Your answer should consist of the lines below that hold the word "GAJOWA".

== DATA UNDER STUDY

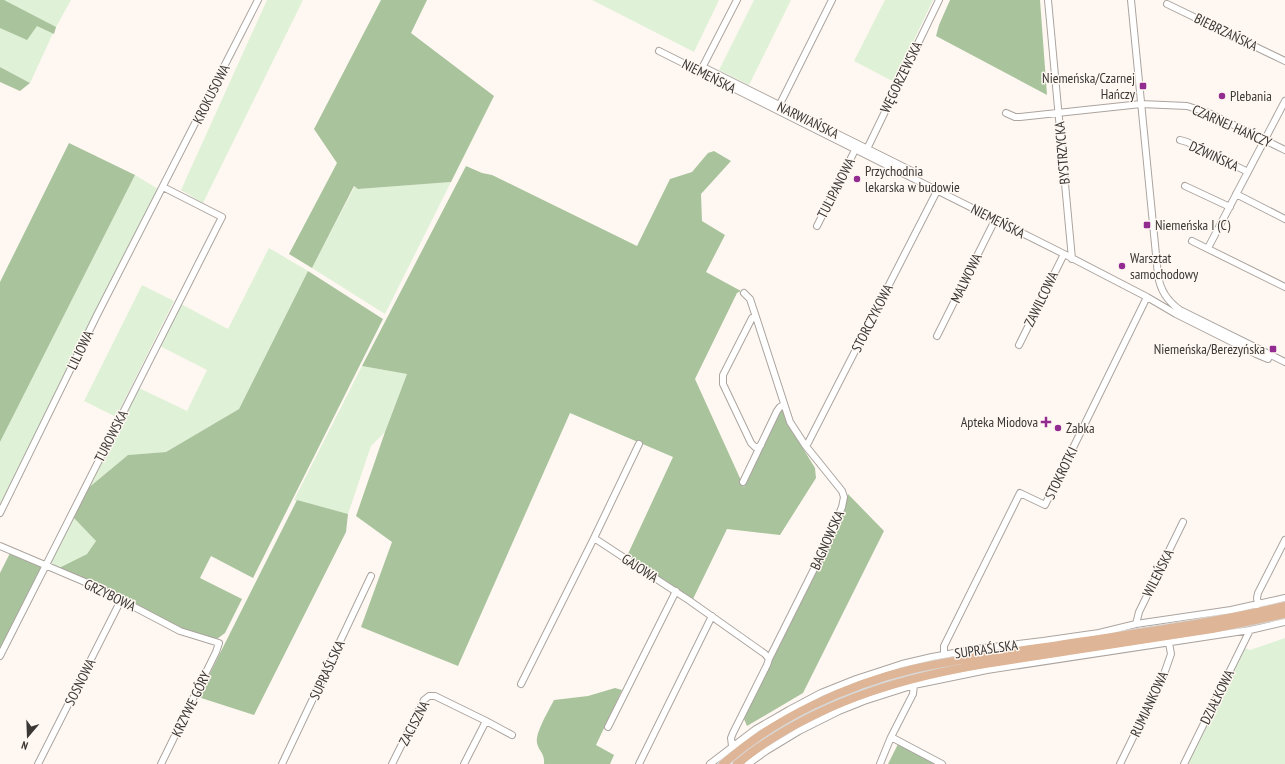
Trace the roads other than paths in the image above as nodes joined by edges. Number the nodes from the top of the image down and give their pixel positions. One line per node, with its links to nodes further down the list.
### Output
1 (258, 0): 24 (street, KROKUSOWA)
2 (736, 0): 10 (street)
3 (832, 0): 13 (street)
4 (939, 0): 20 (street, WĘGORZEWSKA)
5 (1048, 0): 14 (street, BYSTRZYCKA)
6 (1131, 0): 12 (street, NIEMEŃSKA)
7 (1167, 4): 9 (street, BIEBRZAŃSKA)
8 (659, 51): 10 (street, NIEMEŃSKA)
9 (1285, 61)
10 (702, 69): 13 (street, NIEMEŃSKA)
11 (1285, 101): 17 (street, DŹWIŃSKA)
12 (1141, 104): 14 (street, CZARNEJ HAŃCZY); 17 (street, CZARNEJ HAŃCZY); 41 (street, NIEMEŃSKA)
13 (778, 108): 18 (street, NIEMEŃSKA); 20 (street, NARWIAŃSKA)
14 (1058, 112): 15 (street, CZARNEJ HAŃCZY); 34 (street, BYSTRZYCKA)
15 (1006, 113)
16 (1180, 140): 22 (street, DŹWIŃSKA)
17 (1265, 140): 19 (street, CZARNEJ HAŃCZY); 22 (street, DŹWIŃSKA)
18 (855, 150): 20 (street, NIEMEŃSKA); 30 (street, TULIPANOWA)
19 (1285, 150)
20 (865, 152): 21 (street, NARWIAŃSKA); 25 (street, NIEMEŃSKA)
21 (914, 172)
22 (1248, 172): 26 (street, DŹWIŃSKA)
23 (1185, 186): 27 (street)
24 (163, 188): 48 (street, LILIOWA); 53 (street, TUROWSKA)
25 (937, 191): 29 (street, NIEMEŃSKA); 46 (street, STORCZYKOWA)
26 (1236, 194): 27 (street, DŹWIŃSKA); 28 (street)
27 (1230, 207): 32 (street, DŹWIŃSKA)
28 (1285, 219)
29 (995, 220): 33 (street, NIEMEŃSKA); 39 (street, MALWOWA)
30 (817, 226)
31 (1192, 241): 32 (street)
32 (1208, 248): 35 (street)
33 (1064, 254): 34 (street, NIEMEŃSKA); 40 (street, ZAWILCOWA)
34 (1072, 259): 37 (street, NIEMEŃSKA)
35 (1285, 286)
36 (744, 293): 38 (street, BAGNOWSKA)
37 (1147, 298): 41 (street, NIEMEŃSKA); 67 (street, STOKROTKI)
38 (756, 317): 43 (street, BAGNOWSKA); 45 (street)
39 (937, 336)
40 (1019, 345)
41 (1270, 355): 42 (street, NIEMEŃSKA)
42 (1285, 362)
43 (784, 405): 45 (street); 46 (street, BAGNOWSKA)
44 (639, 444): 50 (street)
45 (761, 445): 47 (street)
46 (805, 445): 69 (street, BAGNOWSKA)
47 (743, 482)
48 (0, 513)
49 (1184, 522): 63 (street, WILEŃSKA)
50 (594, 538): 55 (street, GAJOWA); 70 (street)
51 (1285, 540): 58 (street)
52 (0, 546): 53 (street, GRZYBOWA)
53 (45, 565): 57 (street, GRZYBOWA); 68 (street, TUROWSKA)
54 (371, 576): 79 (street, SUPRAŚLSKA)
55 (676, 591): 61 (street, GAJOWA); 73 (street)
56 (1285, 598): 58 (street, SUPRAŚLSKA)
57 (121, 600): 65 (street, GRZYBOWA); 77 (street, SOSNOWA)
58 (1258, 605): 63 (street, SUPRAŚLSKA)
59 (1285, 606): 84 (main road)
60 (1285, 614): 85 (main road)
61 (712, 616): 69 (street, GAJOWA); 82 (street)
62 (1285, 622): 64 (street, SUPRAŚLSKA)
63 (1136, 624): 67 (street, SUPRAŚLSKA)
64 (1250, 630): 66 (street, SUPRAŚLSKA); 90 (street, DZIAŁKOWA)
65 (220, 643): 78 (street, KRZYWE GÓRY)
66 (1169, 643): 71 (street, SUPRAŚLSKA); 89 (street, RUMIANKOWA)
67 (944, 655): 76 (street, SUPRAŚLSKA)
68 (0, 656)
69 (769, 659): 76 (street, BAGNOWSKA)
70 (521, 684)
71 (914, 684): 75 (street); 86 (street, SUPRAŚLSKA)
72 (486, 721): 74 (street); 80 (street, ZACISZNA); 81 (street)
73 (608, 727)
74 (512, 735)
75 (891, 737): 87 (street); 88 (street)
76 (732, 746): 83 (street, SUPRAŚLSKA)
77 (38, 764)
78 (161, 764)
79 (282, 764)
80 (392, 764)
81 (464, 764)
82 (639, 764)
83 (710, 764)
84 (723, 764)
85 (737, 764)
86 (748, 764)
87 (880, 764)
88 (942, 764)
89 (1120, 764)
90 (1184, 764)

====

* [RESPONSE BELOW]
50 (594, 538): 55 (street, GAJOWA); 70 (street)
55 (676, 591): 61 (street, GAJOWA); 73 (street)
61 (712, 616): 69 (street, GAJOWA); 82 (street)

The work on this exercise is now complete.